VII
Больше ничто не могло омрачить радости коммунистов, оказавшихся во главе всех государств от Эльбы до китайских морей. Мировая революция, о которой они мечтали, была уже на пороге. В результате второй волны революций вместо одинокого, слабого и изолированного Советского Союза возникло около дюжины государств, возглавляемых одной из двух мировых сверхдержав, по праву заслуживавших это название (термин “сверхдержава” возник в 1944 году). К тому же не исчезла движущая сила мировой революции, поскольку деколонизация бывших империй была еще в полном разгаре. Разве не сулило все это дальнейшего наступления коммунизма? Разве международная буржуазия сама не боялась за будущее оставшихся оплотов капитализма, по крайней мере в Европе? Разве французским промышленникам, родственникам молодого историка Ле Руа Ладюри, восстанавливавшим после войны свои фабрики, не приходила в голову мысль, что в конечном итоге или национализация, или Красная армия освободят их от всех проблем? Как вспоминал Ле Руа Ладюри, будучи уже немолодым консерватором, эти настроения укрепили его решение в 1949 году вступить во французскую коммунистическую партию (Ladurie, 1982, p. 37). Разве заместитель министра торговли США не докладывал президенту Трумэну в марте 1947 года, что большинство европейских стран стоит на краю пропасти, и их можно столкнуть туда в любое время, а остальные тоже находятся в угрожающем положении (Loth, 1988, р. 137)?

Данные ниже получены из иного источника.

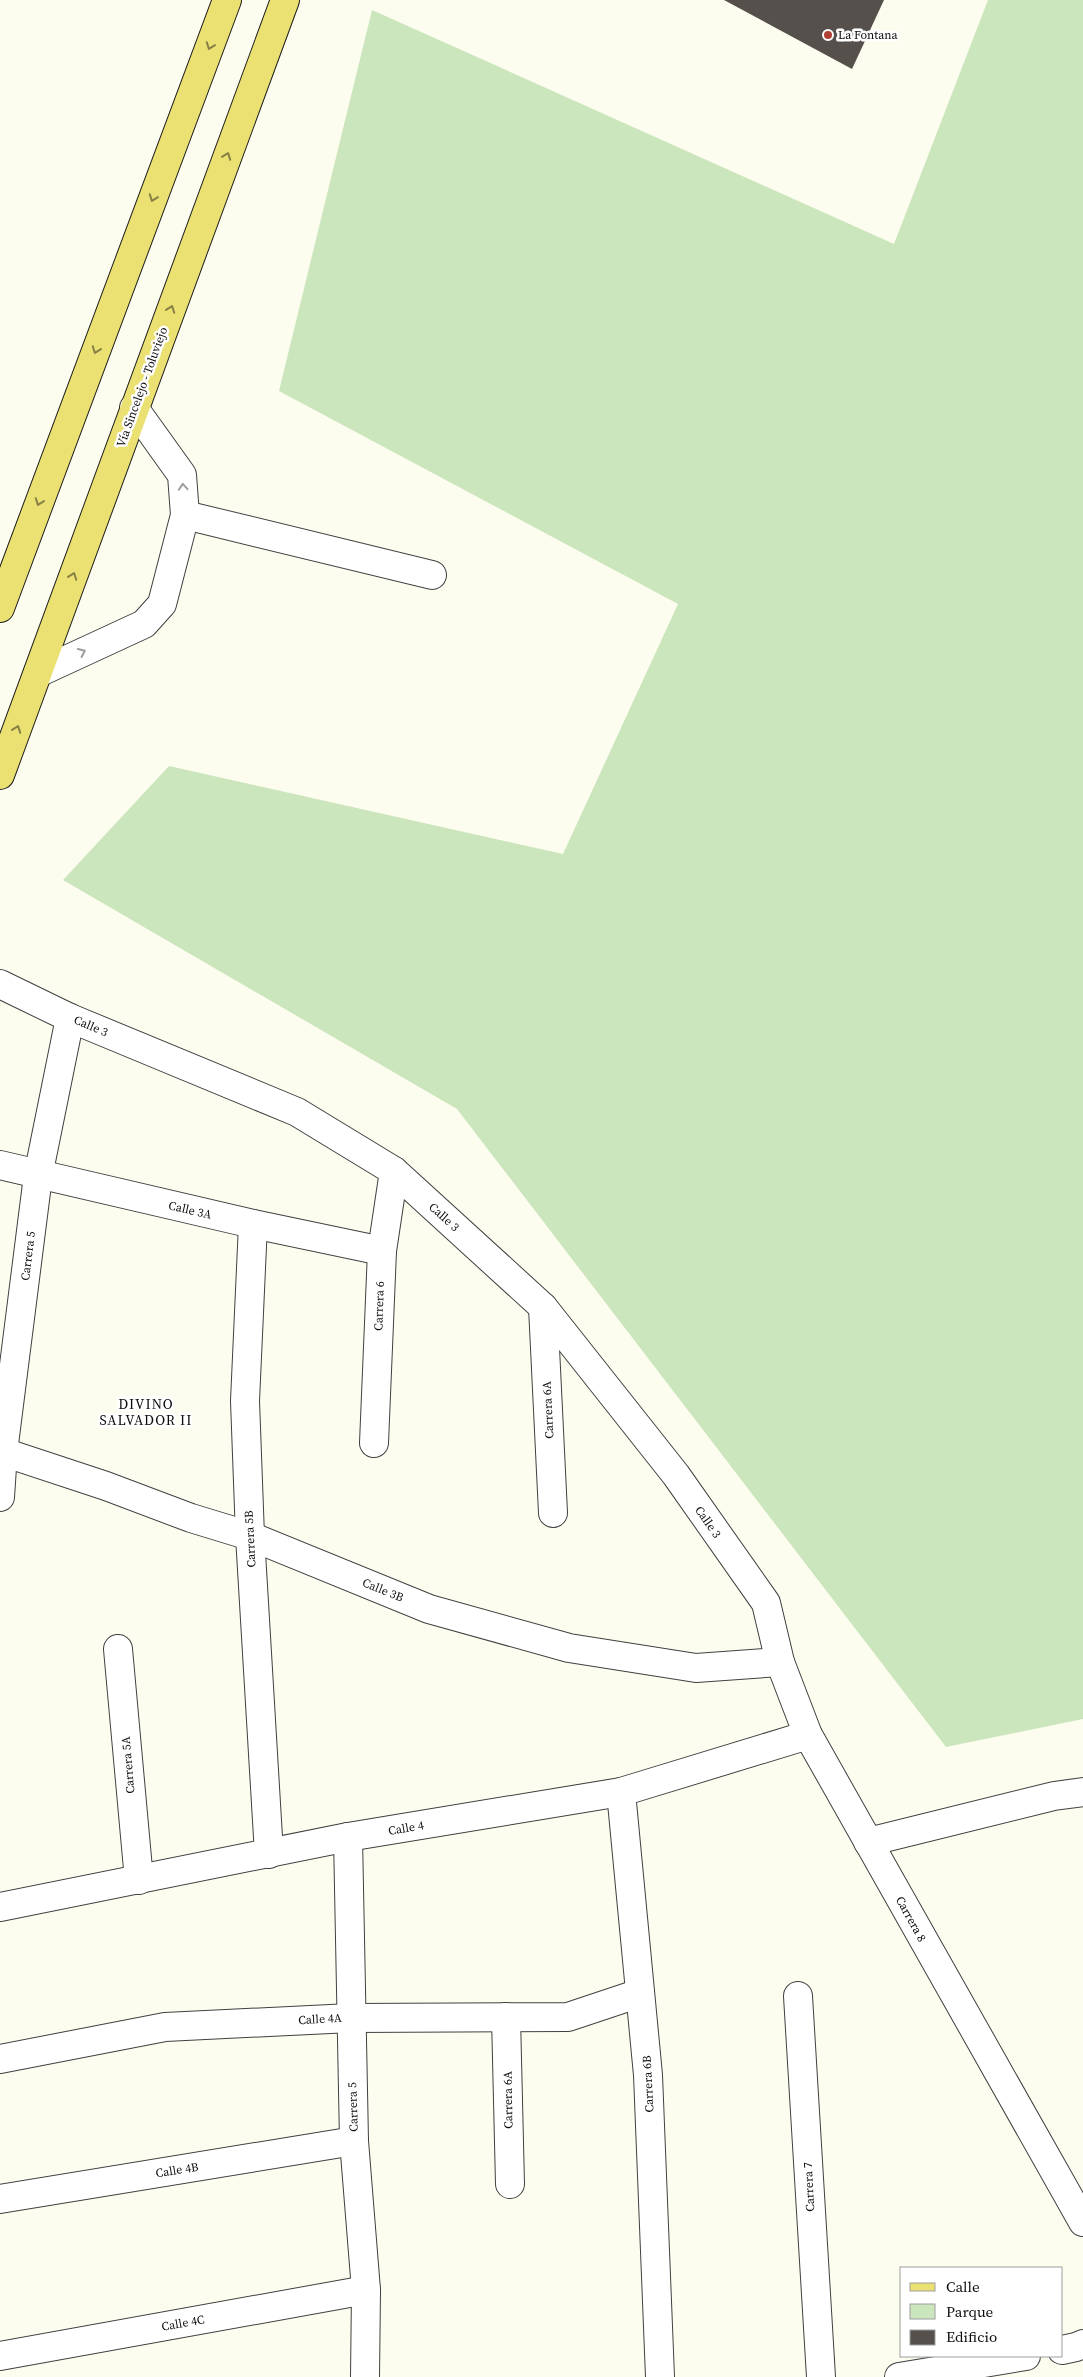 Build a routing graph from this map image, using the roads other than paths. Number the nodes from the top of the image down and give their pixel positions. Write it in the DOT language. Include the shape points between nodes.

Все это определяло умонастроение людей, возвращавшихся из подполья, с фронтов и из отрядов сопротивления, из тюрем, концлагерей или изгнания, чтобы взять на себя ответственность за будущее стран, большинство из которых лежало в руинах. Возможно, некоторые из них заметили, что капитализм оказалось гораздо проще разрушить там, где он был слаб или едва существовал. Вряд ли можно было отрицать резкое увеличение левых настроений в мире. Однако новые коммунистические власти в своих преобразованных государствах волновались отнюдь не о будущем социализма. Они думали о том, как восстановить разрушенные страны, преодолеть враждебность населения, об опасности агрессии капиталистических держав против еще не окрепшего социалистического лагеря. Парадоксально, но сходные опасения тревожили сон западных политиков и идеологов. И “холодная война”, наступившая после второй волны мировой революции, стала воплощением этих ночных кошмаров. Обоснованные или нет, эти страхи Запада и Востока тоже являлись порождением эпохи мировой революции, начавшейся в октябре 1917 года. Однако эта эпоха уже близилась к закату, хотя ее эпитафию стало возможно написать лишь через сорок лет.
Тем не менее она изменила мир, хотя и не так, как ожидали Ленин и его последователи, вдохновленные Октябрьской революцией. Достаточно пальцев на руках, чтобы сосчитать те немногие государства за пределами Западного полушария, которые избежали того или иного сочетания революции, гражданской войны, сопротивления иностранной оккупации или профилактической деколонизации, предпринятой обреченными на распад империями (в Европе такими исключениями стали Великобритания, Швеция, Швейцария и, возможно, Исландия). Даже в Западном полушарии (опуская многочисленные случаи резкой смены власти, в местном масштабе всегда считавшиеся революциями) основные социальные революции – мексиканская, боливийская, кубинская – преобразили латиноамериканскую политическую сцену.